Утверждают, что ни один барселонец не заснет спокойно, если хоть раз в день не пройдется по Рамбле, не перекинется словом с разбитными цветочницами. Что же говорить о приезжем, да еще о таком, который явился в этот город затем, чтобы покорить его своей пьесой! Федерико дня не хватало – он разгуливал по Рамбле и поздно ночью, когда пусты мокрые оцинкованные прилавки и только гвоздичный запах все еще стоит в воздухе.

Пока что Барселона покорила его – и не только своей красотой. Люди здесь чувствовали себя свободнее, обо всем на свете судили, не понижая голоса, и честили правительство, как хотели. Мадрид казался отсюда усталым и старомодным; близость Франции ощущалась во всем. Сальвадор – в Барселоне он чувствовал себя как дома – свел Федерико с компанией художников, писателей, критиков, с гордостью называвших себя авангардистами. Все они были отчаянно молоды и в вопросах искусства, как и в остальных, придерживались самых крайних взглядов. Поэта из какой‑то там захолустной Гранады они встретили покровительственно. Впрочем, потребовался один лишь вечер, чтобы отношение к нему резко переменилось.

«Вот человек, всем своим существом излучающий юг, – записал у себя в дневнике начинающий критик Себастьян Гаш. – Выглядит он так: смуглая кожа, блестящие, полные жизни глаза, густые черные волосы и гвоздика в петлице серого пиджака. Юношески горячий, порывистый, разговорчивый и лаконичный в одно и то же время, он наделен молниеносным воображением: каждая фраза – замысел, каждое слово – стих».
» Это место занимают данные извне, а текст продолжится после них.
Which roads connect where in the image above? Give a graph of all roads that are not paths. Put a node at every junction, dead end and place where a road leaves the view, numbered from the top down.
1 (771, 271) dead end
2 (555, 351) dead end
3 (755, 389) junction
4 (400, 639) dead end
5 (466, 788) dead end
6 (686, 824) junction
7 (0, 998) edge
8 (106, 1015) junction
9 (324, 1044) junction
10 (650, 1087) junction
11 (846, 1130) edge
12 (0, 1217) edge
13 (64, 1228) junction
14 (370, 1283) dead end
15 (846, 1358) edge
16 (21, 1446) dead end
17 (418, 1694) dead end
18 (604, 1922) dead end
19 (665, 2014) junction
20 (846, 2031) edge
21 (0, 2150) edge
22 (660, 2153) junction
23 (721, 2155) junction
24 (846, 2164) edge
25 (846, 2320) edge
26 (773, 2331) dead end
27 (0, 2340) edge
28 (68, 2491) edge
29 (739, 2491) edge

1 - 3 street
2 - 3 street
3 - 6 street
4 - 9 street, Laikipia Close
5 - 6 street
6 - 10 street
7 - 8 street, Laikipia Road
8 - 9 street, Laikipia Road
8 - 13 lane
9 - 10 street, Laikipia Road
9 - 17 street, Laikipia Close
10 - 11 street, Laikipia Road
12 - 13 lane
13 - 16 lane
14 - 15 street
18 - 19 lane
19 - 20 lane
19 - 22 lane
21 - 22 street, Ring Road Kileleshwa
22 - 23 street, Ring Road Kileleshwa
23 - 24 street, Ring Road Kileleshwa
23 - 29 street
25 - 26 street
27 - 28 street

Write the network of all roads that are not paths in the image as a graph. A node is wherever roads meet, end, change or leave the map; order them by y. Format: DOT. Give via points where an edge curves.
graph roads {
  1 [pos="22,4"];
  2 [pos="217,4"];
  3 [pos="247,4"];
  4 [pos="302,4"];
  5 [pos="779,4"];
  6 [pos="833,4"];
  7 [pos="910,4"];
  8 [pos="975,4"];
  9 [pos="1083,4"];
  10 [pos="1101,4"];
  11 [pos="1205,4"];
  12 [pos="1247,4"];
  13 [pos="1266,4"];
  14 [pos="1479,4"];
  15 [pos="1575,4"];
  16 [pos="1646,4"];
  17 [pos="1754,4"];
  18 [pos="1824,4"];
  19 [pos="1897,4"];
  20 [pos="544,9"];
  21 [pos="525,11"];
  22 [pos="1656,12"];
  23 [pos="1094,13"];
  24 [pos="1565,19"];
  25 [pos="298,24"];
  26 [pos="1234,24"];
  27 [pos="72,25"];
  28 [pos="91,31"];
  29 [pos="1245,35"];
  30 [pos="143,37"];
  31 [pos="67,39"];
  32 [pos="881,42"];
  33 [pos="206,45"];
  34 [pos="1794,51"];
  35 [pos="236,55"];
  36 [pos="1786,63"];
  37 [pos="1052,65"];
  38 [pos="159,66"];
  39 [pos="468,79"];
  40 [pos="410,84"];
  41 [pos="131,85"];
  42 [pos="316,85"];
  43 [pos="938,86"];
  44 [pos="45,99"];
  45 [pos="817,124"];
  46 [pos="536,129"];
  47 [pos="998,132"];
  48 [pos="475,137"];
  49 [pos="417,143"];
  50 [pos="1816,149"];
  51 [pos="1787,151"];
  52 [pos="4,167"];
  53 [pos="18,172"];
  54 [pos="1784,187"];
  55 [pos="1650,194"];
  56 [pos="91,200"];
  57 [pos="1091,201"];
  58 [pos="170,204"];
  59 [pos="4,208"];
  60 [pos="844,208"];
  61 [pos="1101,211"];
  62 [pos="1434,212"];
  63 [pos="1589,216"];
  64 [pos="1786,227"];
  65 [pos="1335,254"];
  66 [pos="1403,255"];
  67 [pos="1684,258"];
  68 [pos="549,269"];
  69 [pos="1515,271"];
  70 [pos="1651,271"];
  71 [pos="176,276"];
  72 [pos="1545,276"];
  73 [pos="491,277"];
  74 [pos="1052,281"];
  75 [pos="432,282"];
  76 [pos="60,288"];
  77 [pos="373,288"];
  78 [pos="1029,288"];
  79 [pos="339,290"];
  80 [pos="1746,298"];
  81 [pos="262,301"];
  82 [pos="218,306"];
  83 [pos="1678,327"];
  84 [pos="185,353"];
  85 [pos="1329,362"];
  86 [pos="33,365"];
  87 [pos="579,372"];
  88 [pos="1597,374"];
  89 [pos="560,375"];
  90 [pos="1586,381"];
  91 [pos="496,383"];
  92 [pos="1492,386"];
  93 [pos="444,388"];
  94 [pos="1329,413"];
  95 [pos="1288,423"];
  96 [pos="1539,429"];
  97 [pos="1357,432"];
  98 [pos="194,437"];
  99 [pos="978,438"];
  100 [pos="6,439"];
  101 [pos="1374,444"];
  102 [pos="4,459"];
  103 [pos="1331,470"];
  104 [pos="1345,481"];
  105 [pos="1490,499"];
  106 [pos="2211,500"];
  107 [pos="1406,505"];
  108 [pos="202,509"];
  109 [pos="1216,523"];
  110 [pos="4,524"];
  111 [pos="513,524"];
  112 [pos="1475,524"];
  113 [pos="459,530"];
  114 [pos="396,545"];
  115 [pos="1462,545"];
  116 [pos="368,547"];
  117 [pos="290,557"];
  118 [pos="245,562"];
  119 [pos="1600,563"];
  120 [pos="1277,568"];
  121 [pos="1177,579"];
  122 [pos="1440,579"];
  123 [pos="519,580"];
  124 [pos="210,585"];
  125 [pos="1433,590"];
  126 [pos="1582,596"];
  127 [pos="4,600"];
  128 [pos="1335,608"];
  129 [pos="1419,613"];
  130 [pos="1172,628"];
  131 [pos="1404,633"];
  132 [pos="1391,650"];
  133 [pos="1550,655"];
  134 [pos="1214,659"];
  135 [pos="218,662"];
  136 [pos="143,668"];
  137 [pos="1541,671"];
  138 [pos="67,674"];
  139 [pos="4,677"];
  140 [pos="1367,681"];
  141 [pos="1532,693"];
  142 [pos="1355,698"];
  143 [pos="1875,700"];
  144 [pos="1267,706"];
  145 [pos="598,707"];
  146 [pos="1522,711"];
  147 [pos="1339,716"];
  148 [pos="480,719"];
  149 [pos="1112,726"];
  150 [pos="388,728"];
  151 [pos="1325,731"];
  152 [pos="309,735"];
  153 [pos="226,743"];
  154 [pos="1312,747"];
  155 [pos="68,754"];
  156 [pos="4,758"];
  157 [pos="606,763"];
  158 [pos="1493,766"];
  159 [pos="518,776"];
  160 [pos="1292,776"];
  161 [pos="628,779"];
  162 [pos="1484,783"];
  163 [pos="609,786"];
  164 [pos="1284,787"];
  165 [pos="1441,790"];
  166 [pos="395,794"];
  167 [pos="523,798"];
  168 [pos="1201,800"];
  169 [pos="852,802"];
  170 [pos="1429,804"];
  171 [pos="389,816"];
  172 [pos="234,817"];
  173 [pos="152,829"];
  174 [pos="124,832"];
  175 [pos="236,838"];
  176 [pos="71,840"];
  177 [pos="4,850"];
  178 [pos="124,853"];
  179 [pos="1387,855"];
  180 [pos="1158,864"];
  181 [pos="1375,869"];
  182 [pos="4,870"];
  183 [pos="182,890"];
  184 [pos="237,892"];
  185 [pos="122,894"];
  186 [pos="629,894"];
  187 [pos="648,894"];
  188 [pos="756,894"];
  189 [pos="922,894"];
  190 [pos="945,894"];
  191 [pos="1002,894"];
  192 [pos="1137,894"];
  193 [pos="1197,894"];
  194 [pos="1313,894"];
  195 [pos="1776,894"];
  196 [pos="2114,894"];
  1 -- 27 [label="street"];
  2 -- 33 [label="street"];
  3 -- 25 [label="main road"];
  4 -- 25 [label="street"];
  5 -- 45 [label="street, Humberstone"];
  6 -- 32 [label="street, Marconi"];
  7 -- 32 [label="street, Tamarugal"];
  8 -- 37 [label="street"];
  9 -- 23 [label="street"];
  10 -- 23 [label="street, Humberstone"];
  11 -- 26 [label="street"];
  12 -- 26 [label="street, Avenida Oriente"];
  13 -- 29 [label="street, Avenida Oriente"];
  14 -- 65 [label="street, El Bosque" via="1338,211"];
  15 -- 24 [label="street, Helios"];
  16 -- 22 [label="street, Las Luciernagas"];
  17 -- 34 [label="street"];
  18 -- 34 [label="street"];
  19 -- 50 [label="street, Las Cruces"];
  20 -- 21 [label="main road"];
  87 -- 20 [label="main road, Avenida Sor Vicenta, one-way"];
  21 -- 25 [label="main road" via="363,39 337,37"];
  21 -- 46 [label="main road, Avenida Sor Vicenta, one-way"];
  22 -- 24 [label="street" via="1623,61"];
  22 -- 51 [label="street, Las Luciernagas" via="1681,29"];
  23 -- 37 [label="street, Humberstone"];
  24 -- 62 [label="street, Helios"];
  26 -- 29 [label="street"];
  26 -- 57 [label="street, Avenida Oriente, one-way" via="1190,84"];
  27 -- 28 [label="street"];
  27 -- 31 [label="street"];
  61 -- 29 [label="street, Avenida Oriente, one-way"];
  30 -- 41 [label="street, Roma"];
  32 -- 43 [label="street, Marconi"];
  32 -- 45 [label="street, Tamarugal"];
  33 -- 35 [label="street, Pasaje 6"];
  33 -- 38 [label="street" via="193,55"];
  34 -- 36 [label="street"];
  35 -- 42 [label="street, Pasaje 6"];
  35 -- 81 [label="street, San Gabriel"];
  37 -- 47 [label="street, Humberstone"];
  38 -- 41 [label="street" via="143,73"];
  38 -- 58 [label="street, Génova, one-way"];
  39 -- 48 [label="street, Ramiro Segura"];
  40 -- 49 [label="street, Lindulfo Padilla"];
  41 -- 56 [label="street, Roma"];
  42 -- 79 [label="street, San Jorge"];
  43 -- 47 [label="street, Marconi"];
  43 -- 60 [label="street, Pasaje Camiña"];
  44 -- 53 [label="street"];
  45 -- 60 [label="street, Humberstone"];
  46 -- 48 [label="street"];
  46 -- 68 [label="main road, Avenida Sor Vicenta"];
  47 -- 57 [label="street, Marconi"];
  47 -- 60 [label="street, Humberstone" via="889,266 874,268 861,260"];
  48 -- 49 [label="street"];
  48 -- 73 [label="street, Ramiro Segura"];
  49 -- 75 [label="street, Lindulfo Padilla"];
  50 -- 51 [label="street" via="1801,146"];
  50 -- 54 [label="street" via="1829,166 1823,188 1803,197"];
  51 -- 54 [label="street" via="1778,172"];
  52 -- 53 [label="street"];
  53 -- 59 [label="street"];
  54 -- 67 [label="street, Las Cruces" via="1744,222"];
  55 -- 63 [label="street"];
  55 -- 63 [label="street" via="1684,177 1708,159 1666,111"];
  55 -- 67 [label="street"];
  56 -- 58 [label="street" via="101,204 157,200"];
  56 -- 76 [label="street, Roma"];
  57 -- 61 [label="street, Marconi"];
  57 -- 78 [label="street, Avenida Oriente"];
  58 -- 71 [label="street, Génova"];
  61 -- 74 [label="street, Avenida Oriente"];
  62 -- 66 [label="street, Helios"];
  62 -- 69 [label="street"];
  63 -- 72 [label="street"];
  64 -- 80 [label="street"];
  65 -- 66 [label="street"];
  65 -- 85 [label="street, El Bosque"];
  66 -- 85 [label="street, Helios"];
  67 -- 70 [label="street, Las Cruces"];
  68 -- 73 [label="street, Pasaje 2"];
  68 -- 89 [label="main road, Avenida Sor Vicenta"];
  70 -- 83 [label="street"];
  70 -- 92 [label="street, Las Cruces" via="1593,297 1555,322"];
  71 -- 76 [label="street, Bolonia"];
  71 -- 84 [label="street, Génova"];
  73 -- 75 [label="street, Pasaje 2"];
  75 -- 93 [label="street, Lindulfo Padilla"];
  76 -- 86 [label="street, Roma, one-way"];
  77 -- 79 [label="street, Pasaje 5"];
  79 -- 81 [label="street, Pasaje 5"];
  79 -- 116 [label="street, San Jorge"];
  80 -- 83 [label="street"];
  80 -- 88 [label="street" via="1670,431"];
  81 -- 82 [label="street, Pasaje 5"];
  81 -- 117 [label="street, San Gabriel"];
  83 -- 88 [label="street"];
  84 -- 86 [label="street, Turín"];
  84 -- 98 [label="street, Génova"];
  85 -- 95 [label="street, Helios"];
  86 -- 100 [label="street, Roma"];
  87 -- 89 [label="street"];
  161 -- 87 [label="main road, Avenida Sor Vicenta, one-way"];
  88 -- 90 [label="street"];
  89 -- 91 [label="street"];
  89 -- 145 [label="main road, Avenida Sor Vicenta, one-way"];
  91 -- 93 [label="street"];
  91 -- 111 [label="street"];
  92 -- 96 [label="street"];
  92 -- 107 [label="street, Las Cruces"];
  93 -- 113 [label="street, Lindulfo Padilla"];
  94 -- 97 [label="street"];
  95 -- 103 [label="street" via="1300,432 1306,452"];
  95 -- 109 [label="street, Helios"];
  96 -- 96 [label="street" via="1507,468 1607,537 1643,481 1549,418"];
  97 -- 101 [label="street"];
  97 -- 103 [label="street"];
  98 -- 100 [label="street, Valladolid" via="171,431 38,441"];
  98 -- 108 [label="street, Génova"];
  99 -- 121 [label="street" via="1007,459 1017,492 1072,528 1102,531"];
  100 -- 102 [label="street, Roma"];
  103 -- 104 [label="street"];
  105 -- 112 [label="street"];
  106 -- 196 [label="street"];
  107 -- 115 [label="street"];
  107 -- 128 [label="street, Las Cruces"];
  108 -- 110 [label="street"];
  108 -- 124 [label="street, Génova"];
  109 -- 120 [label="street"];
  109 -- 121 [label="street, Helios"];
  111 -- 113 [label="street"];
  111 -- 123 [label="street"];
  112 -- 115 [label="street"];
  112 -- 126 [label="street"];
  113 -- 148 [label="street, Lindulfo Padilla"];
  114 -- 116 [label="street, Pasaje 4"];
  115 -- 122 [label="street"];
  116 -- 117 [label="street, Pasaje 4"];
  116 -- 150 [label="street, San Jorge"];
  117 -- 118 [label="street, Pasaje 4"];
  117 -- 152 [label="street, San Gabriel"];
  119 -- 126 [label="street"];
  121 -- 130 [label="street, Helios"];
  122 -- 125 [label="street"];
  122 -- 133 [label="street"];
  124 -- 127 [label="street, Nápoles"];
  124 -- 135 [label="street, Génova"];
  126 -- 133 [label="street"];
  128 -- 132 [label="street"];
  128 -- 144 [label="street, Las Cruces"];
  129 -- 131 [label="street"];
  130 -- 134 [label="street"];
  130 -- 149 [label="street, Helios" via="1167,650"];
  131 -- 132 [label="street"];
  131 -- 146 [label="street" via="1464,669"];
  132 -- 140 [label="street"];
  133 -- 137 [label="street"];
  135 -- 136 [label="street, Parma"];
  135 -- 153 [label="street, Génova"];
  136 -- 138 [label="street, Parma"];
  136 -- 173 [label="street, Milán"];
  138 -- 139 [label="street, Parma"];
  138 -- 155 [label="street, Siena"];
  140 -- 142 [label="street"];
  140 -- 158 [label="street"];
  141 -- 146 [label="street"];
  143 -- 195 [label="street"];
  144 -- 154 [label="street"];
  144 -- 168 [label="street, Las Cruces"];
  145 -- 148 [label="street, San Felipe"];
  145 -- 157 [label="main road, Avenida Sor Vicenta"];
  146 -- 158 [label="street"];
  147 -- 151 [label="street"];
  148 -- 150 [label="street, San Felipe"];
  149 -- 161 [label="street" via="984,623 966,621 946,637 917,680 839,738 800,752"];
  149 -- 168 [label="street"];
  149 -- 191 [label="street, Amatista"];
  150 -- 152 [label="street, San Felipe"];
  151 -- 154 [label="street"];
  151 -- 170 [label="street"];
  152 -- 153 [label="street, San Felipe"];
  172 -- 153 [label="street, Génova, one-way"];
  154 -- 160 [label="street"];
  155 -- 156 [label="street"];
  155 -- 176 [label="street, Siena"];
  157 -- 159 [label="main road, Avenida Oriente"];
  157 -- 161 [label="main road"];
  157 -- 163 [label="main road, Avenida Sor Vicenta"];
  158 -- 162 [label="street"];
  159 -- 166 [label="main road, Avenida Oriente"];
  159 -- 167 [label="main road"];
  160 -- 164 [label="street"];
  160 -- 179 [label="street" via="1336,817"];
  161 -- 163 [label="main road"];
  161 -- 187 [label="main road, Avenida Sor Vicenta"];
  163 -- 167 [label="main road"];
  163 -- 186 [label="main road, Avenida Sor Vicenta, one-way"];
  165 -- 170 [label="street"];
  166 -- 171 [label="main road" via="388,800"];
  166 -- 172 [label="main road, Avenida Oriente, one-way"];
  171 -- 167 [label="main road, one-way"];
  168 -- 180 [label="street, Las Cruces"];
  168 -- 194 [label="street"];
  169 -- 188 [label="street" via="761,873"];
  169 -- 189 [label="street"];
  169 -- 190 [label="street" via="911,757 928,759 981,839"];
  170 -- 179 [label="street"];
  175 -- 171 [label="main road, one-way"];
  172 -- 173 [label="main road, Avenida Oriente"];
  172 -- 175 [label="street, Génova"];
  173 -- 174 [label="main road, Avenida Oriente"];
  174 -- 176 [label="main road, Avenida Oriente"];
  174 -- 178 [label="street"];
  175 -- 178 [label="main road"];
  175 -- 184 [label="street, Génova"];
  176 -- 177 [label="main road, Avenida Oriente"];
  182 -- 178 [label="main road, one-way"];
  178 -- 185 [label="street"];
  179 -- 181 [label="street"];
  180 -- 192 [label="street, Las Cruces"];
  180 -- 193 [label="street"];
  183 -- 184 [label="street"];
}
Придя к Маргарите Ксиргу, Федерико не нашел ее в кабинете, где они обычно работали. Служанка передала, что сеньора просит его немного подождать. Время шло, Федерико начал уж недоумевать, когда, наконец, актриса появилась из боковой двери. Она вошла легко и стремительно, чем‑то встревоженная, неумело пытаясь скрыть свою тревогу. Ни слова еще не было произнесено, но он видел перед собой Мариану Пинеду. Она выглядела не совсем так, как он думал – старше, с печатью обреченности на лице, – однако именно эта Мариана была настоящей, иную он теперь не мог бы себе представить.

Декорации к спектаклю рисует Сальвадор Дали. Они вновь сближаются друг с другом и вновь неразлучны. Федерико чувствует в Дали перемены, его возвращающееся тепло.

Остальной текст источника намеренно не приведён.